今回は最終的にどんなロッドに仕上がったのか、そこまでにどんな紆余曲折があったのか、その辺りをお伝えできればと思います。
花田 浩晃(Hanada Hiroaki) プロフィール
もう少しパワーが欲しかった
「ICE CUBE 83TT-Sis ROCKIN THRASH TUNED(ロッキンスラッシュチューンド)」の主なコンセプトは、海峡エリアの流芯や付近の反転流、シャローエリア沖のブレイク、沖のシモリ等のポイントをミッドウェイトルアー(2〜8g)を使用し、ルアーの飛距離を伸ばして遠距離ポイントを攻略したり、足場の高い磯場、テトラ帯や堤防で「際」のポイントを攻略。ヒットしたらロングレングスを活かしてランディングに持ち込む等の用途に特化させたモデル。
春にご紹介したセカンドプロトをその後、数回リファインしていよいよ最終プロトとなりました。
セカンドプロトでも十分釣りましたし、良いロッドだったんです。では、何故リファインが必要かだったかというと、セカンドプロトはレギュラーテーパー寄りのセッティングで、言うなればより以前のスラッシュに近いテーパー。

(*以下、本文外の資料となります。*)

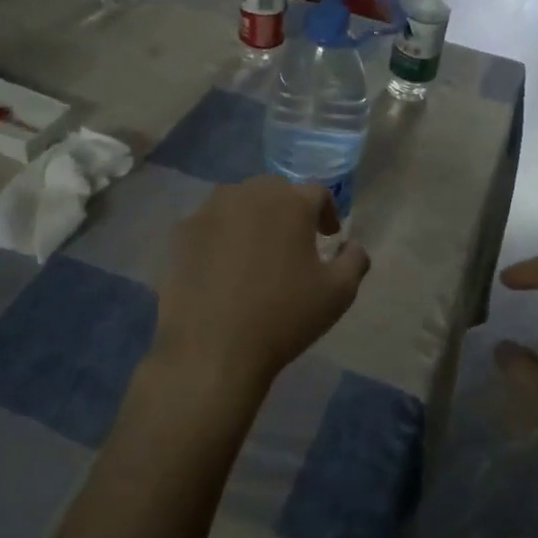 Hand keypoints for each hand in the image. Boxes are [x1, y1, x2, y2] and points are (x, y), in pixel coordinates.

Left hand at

これはこれで2.5〜3.5gのスタンダードなルアーならしっかりと曲がり、胴に乗るので良く飛ばせます。ただ、6g前後のウェイトになるとパワー負けして初速が出し難く飛距離が出しにくい。また、スピンテールジグ等の巻き抵抗があるプラグを使用すると、ベリーまでティップが入ってしまいアタリや潮流などを感知しづらいという点も。
また、テスト釣行中にシモリが点在する根が荒い磯場で、25cm程のメバルをボトムでヒット。…させたのは良いのですが、シモリにスタックされランディングに苦労しました。
と、ここで感じたのがロッドのパワー不足です。とはいえ、ラインナップ的にはtict社のアイスキューブシリーズには「ICE CUBE 74TT-Sisパワーチューブラー」というテーパーとロッドパワー、キャストフィールが似ているロッドがあります。つまり、そのままただ単にロッドパワーを上げるだけじゃなく、コンセプト的にもラインナップ的にも差別化する必要があった訳です。
そこで、実際にどうしたかというと…ベリーのパワーを旧スラッシュより2.5%ほど上げつつ、ルアー操作の軸となるカーブ頂点を少し前に寄せて”レギュラーテーパー”から”レギュラーファーストテーパー”に変更。
これによりティップからベリーにかけてブレが少なくなり振り抜けが良くなり、ミッドウェイトルアー使用時のキャストの際にルアーの初速を出しやすくなり飛距離が向上。さらに、抵抗のあるプラグをリトリーブする際も、ベリーの張りのおかげでショートバイトや潮流の変化等のフィールドの状況がわかりやすくなりました。
パワーを上げたので当然ファイトの際も強引に浮かせることができ、根の荒い磯場やテトラ帯でも前プロトより余裕あるランディングが可能になりました。